Legend of the Drish House, part 2  

Wills, Letters & Legends

The Drish House


Facts and Legends about the Drish House  Tuscaloosa, Alabama

from Historic Houses, no 6; Tuscaloosa, Alabama
Part 2: The Story

     Dr. Drish was a man of many fine qualities but he had two unfortunate weaknesses - he gambled and he drank and he was consistently unlucky in his gambling.  He took boatloads of cotton to Mobile and lost the proceeds in a few nights wild play at cards, accompanied and followed by heavy drinking.  His daughter Katherine was loved by a young man who soon won her heart completely but her father resolutely opposes the match.  He locked her in her bedroom for several weeks and allowed her no food but bread and water, and by fair means or foul compelled the young man to leave Tuscaloosa.  Tradition says that he left riding on horseback down the Greensboro Road, that Katherine stood on the side porch and waved a last farewell as he rode past and that from that day began the change which was to wreck her beauty and her happiness.  She married afterwards a certain W.W. King.  They went on a wedding tour to New Orleans.  She and her husband were standing on a hotel balcony together when she saw her former lover pass on the street below.  She fainted and her husband, who had recognized his rival, was deeply incensed.  Two sons were born of this marriage but she began to show the signs of oncoming insanity and the husband returned her to her father's house with her small sons and himself moved to New Orleans and there obtained a divorce on the grounds of insanity and remarried.
     At the time when history begins to take the place of legend, as far as the narrator is concerned, she was still beautiful but the insanity had made rapid progress.  She no longer carried on connected conversation or any rational occupation or amusement.  She was a fine musician and sometimes played beautifully on the piano, but always stopped immediately if she became aware someone was listening.  A portrait of her husband had been hung above the parlor mantle and she frequently took this down and put it face to the wall, behind the sofa.  She was always restless, wandering from room to room.  As often as she could, she went out to walk in the woods and fields south of the house, sometimes accompanied by the negro woman who was ordered to keep her always in sight, but frequently escaping from her keeper, she went for rambles by herself.  She had always loved flowers and she sometimes returned with hands full of wild flowers or autumn leaves which gave her evident but unexpressed pleasure.
     About this time another tragedy came to the Drish family, Dr.
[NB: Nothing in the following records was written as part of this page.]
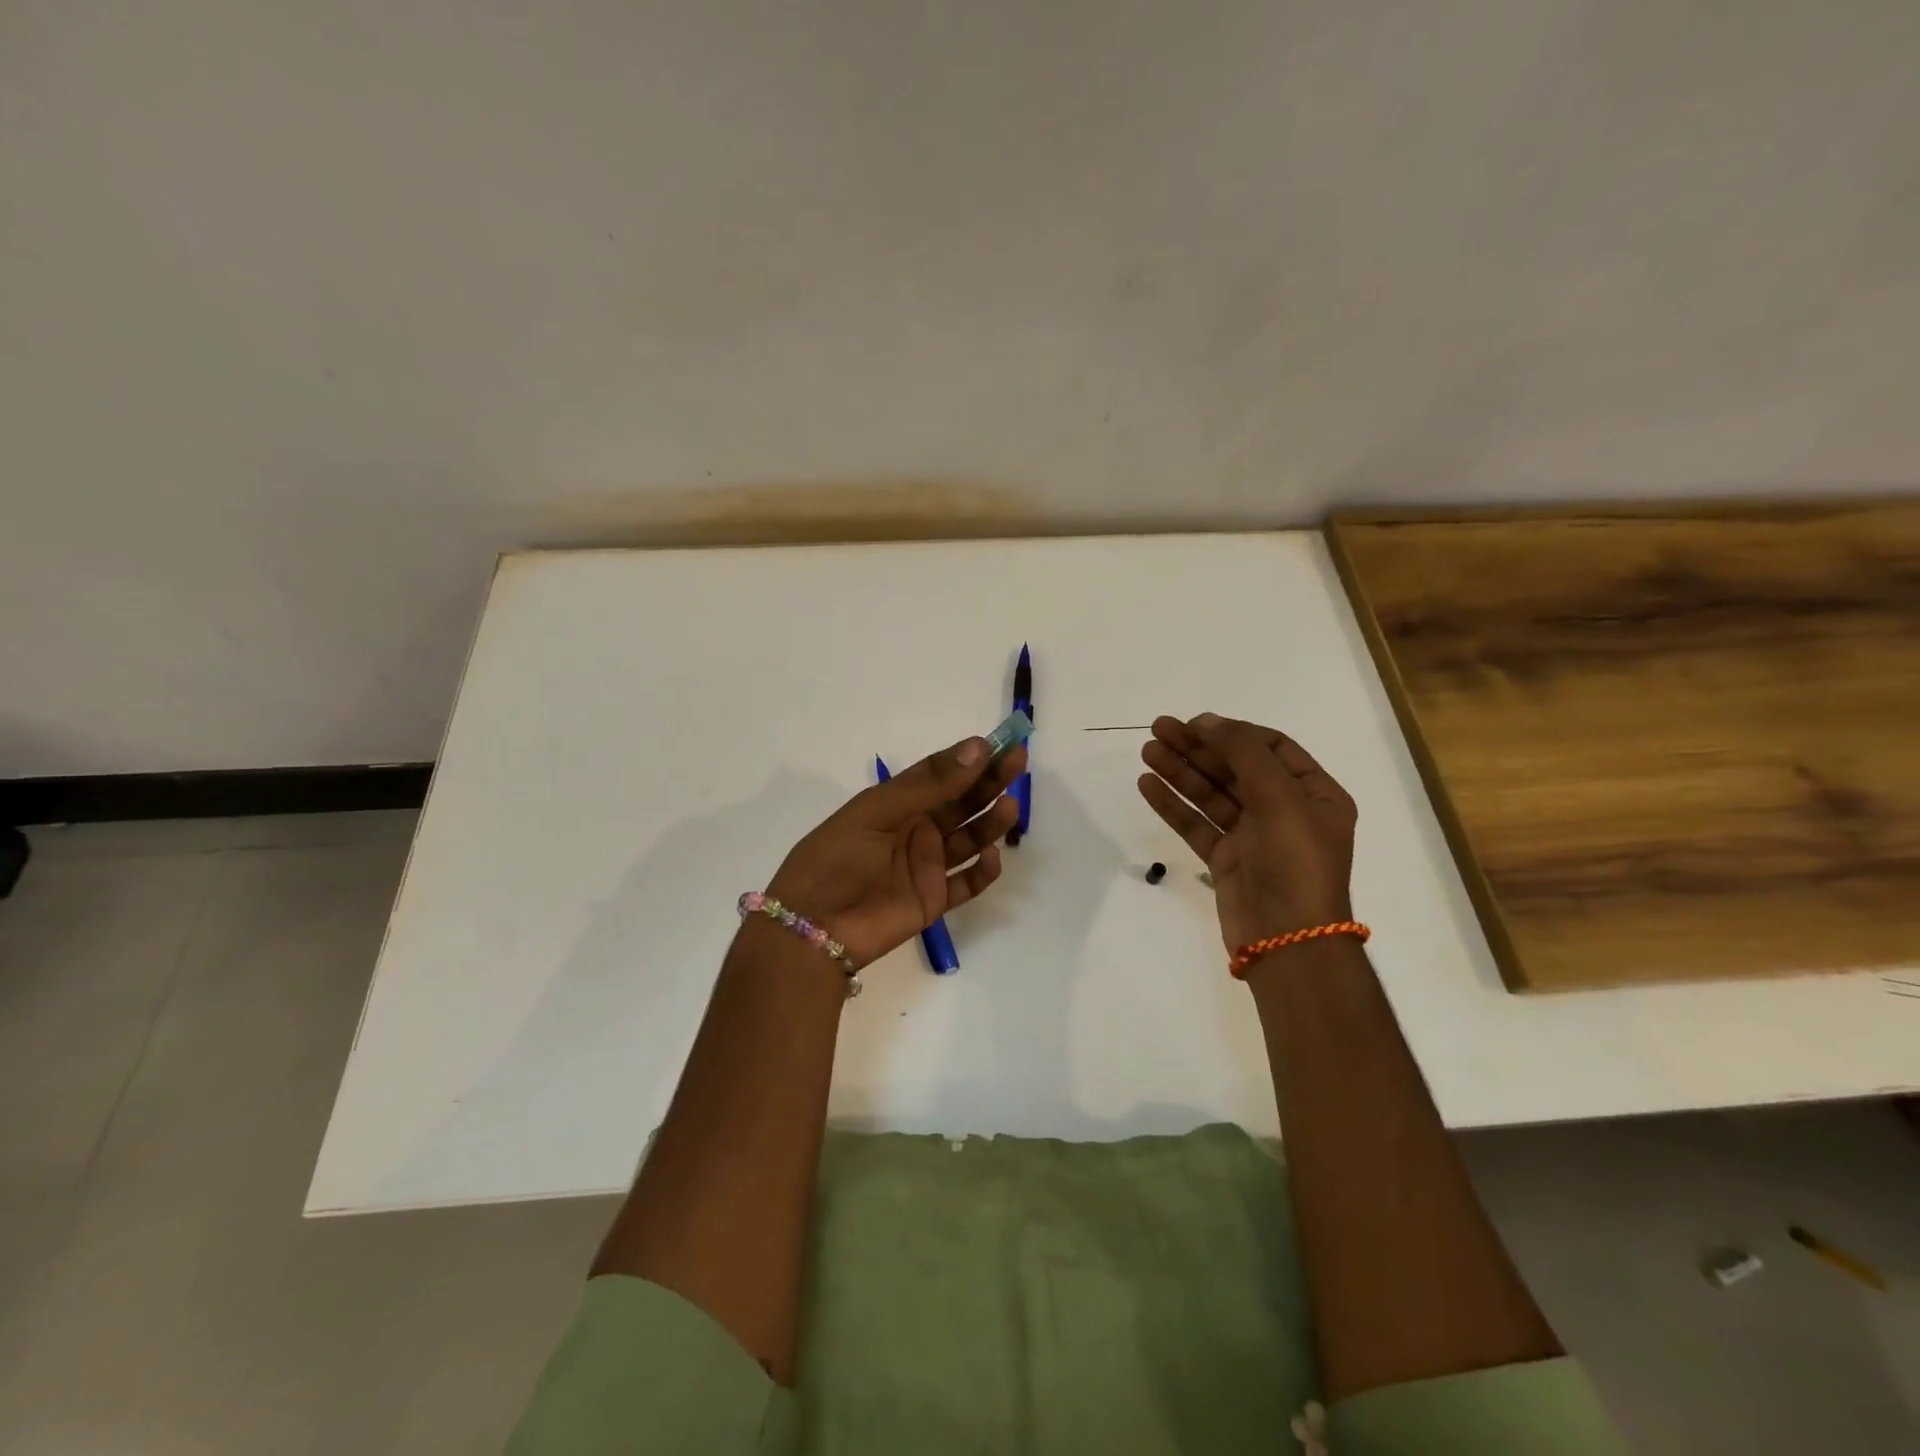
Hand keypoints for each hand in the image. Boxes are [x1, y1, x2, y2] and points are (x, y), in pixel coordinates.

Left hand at [764, 737, 1027, 967]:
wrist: (811, 926)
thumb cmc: (836, 858)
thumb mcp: (877, 811)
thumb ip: (929, 784)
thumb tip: (977, 747)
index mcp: (896, 803)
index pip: (941, 774)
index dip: (970, 759)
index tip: (1000, 744)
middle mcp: (915, 830)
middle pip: (961, 803)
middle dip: (989, 783)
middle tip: (1018, 763)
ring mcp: (925, 866)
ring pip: (968, 840)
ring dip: (989, 823)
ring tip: (1009, 807)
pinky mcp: (932, 900)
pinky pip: (966, 884)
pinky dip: (982, 872)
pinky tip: (991, 857)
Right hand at [1137, 713, 1356, 950]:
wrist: (1287, 939)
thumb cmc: (1295, 861)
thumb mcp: (1279, 796)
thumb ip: (1243, 753)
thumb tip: (1208, 721)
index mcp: (1313, 794)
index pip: (1271, 748)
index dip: (1233, 732)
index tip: (1195, 723)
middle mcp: (1285, 811)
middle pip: (1235, 768)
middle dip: (1198, 748)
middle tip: (1159, 730)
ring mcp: (1254, 837)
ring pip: (1212, 794)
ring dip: (1180, 772)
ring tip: (1147, 752)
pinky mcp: (1226, 860)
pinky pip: (1197, 824)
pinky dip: (1173, 805)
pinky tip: (1148, 785)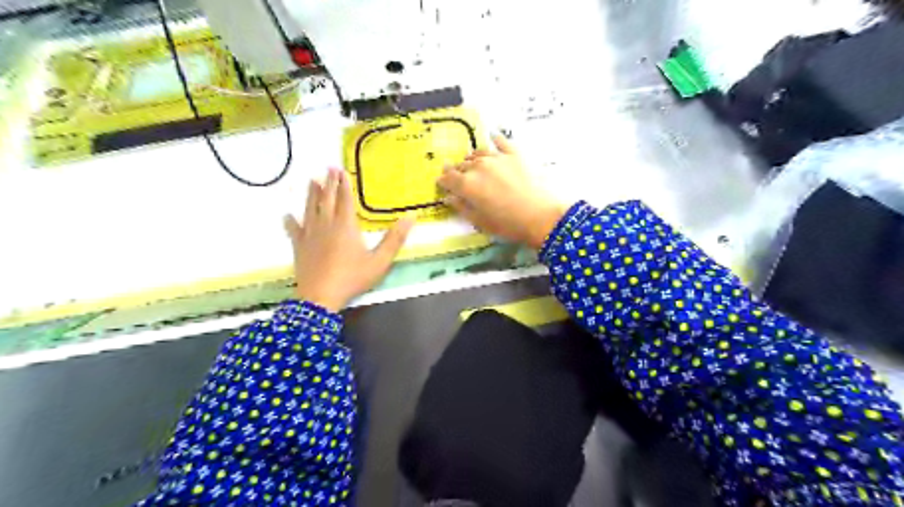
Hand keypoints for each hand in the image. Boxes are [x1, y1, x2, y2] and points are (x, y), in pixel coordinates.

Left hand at [283, 169, 414, 309]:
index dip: (344, 184)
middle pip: (327, 199)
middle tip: (328, 167)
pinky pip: (293, 229)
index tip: (341, 170)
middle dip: (328, 183)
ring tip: (312, 180)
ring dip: (311, 194)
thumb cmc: (353, 278)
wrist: (321, 297)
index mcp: (346, 225)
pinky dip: (290, 221)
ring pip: (310, 208)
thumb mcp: (380, 261)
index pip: (345, 199)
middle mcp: (326, 224)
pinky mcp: (299, 246)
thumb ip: (395, 238)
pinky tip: (287, 215)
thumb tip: (411, 217)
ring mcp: (310, 235)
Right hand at [436, 133, 562, 247]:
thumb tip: (449, 197)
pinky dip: (495, 139)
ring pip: (478, 153)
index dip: (443, 180)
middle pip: (462, 165)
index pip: (448, 178)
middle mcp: (478, 167)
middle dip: (457, 170)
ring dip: (472, 158)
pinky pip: (501, 142)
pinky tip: (493, 137)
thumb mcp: (481, 221)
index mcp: (467, 185)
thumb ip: (462, 207)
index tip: (441, 182)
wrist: (542, 216)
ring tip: (472, 162)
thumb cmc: (508, 224)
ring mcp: (497, 158)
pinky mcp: (515, 154)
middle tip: (457, 175)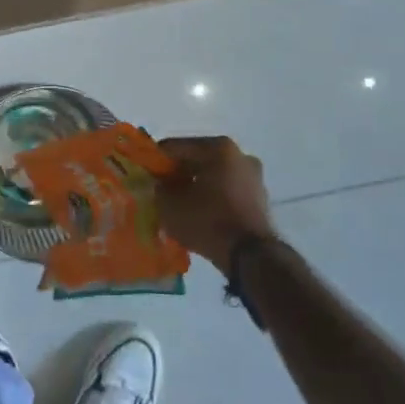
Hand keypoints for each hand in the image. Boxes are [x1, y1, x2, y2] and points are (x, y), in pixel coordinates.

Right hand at [156, 136, 273, 273]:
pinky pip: (226, 193)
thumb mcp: (169, 205)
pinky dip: (212, 199)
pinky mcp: (260, 200)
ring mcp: (254, 178)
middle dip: (178, 174)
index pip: (176, 147)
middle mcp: (240, 155)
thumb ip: (159, 188)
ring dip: (196, 187)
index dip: (156, 161)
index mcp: (218, 147)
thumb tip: (161, 185)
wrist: (250, 256)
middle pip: (198, 160)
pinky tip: (198, 215)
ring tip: (178, 205)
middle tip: (160, 190)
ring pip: (213, 177)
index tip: (144, 175)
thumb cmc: (207, 221)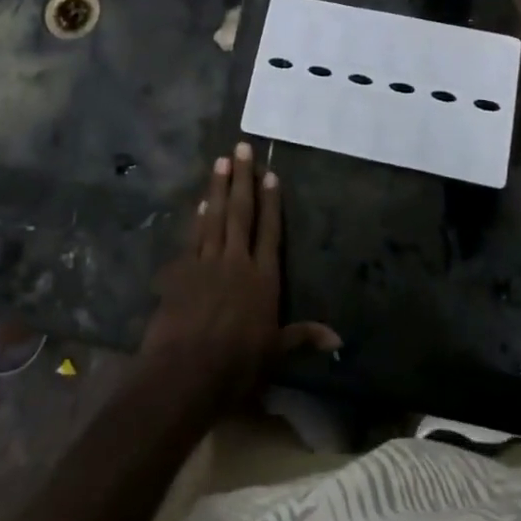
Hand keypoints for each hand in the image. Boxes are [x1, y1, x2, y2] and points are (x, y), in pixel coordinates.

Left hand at [139, 143, 340, 410]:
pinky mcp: (182, 271)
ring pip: (215, 217)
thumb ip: (302, 338)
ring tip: (221, 161)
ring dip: (218, 188)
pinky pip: (193, 236)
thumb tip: (338, 337)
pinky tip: (202, 201)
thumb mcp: (275, 354)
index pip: (269, 232)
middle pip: (241, 213)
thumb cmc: (236, 367)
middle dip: (243, 179)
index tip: (271, 175)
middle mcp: (236, 262)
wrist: (185, 373)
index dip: (271, 203)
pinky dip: (198, 217)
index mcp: (262, 280)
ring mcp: (207, 263)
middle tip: (241, 148)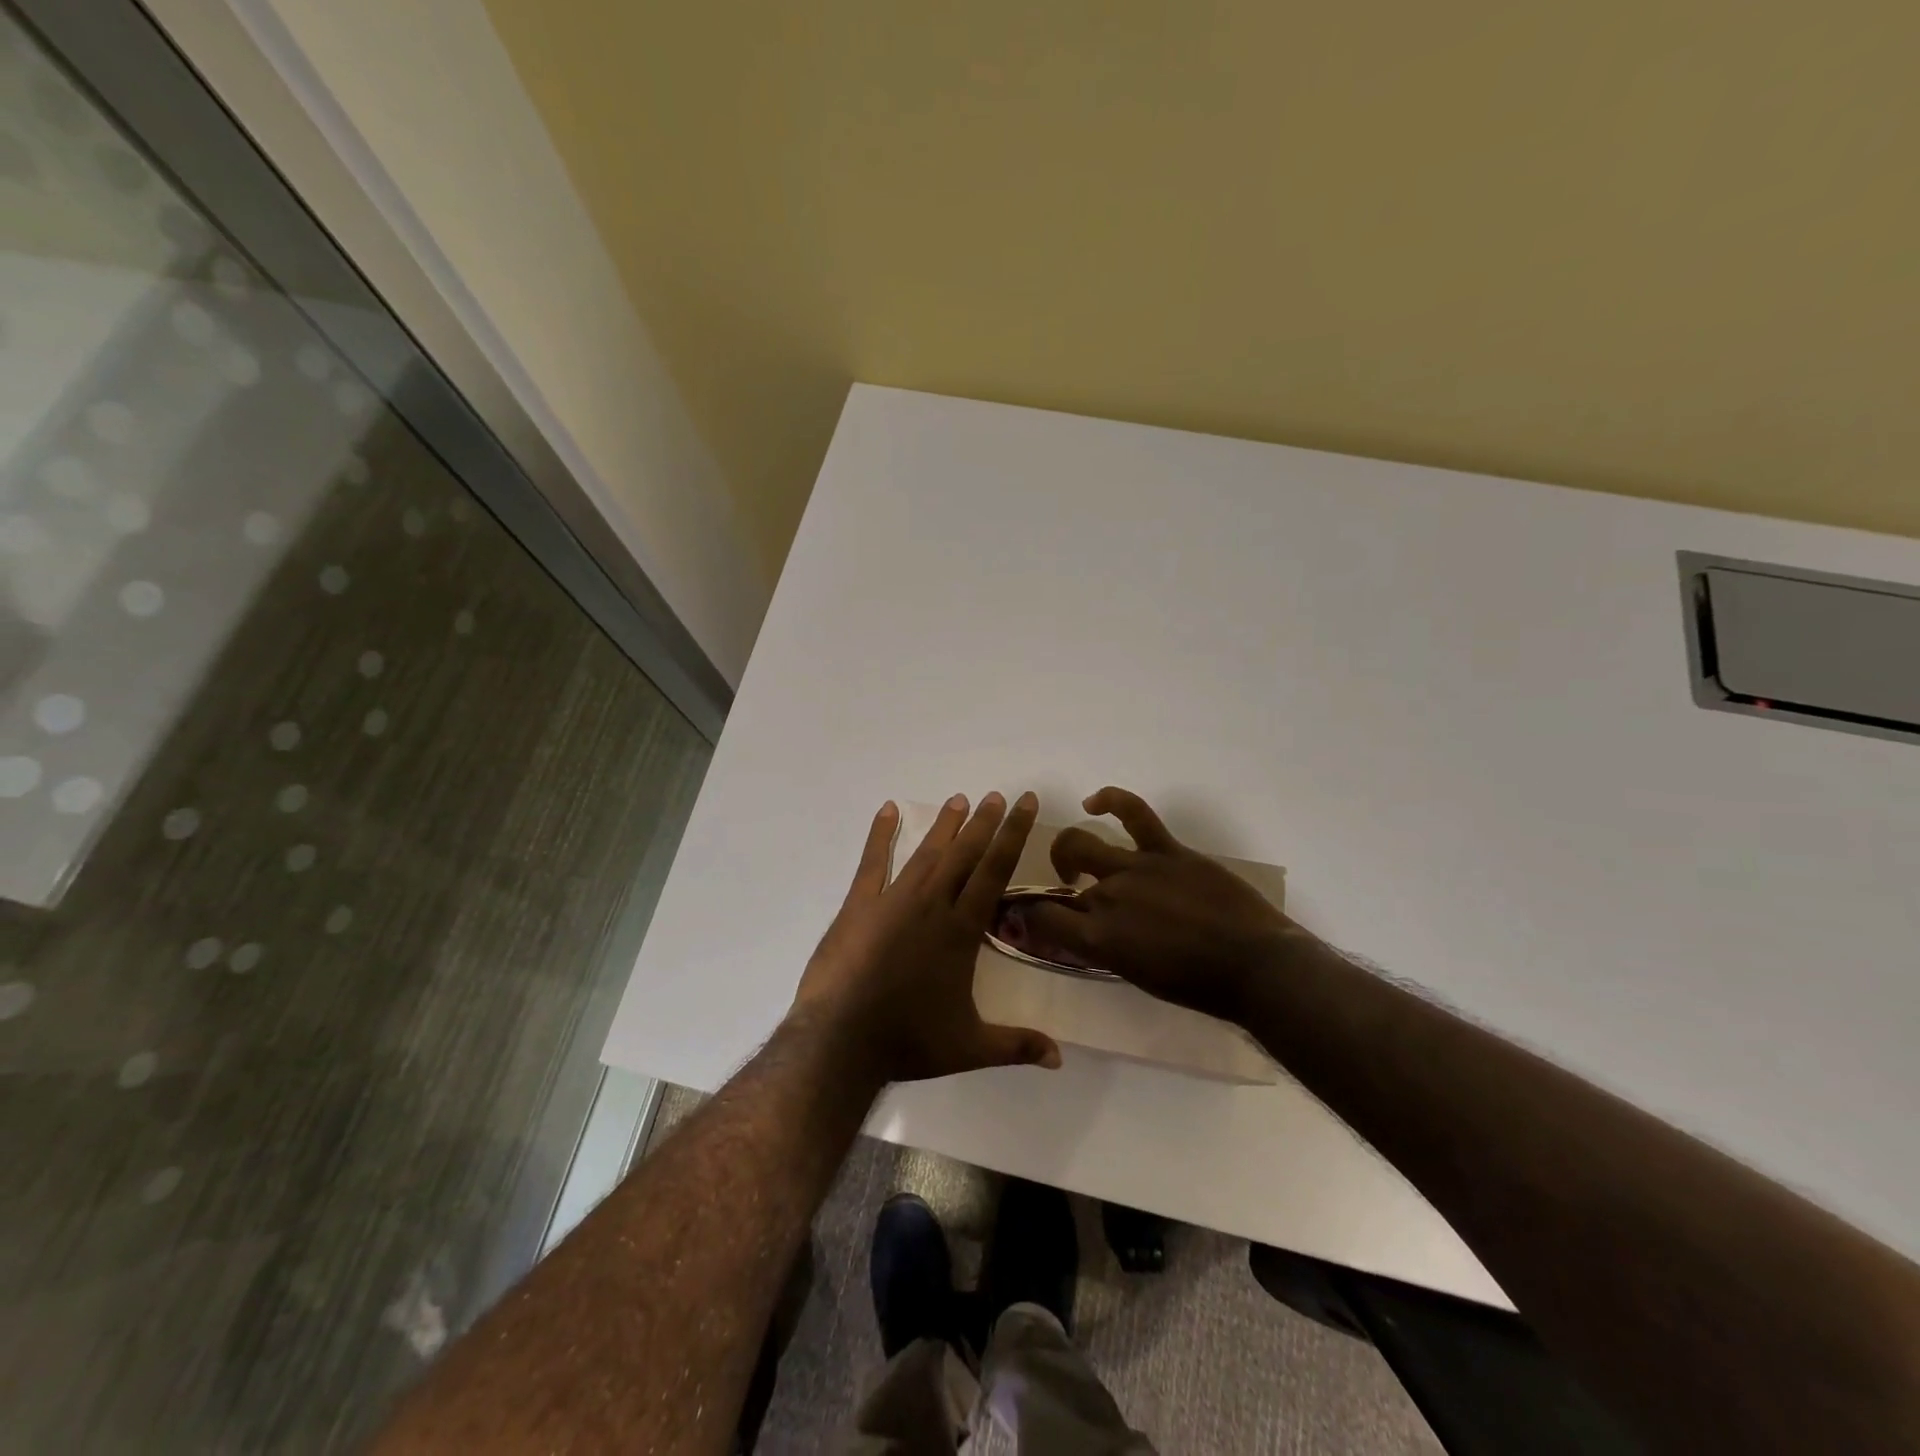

Drish had a niece, Helen Whiting, of whom he was very fond and (she) came frequently to make long visits.  She was a very beautiful (girl) and a very popular one.  Suitors flocked around her and she finally married a Mr. Fitch, and they went to live in the Gorman house in Newtown.  He proved to be insanely jealous of her and without any good reason.  Fierce quarrels followed his unjustified accusations and frequent sprees of drunkeness added to the young bride's unhappiness.
     One morning after Mr. Fitch had been drinking several days he got up sober but very nervous and much shaken by his debauch.  He was standing before the bureau in their bedroom shaving.  The young wife reproached him for his conduct and he threatened her with violence if she did not keep silent.  She walked up to him and said: "Why, you know you would not hurt me.  Now would you?"  "I would not hurt a hair of your head." he replied, then turned, with one hand on top of her head, pushed it back and drew his razor across her throat, almost severing the head from her body.  He was arrested, tried, declared insane, and confined in an asylum.  For many months he resolutely refused to eat and was kept alive by forcible feeding.  After several years treatment, he was declared cured (and) he later became a prominent railroad man in the North.  A number of (--cts) which had belonged to Helen were still in the Drish house (and) the negroes would not touch one of them after her death and urged every one else not to touch them saying:  "Miss Helen'll get you ef you tech her things."
     Dr. Drish drowned these sorrows as well as that of the deminishing of his wife's estate under his ruinous management in constantly increasing droughts of alcoholic liquors.  Delerium tremens came to add its horrors to the troubles of the house and in a final attack he jumped from the bed in which loyal negroes were trying to hold him, rushed down the beautiful carved stairway, uttered a terrible cry and fell dead, midway down.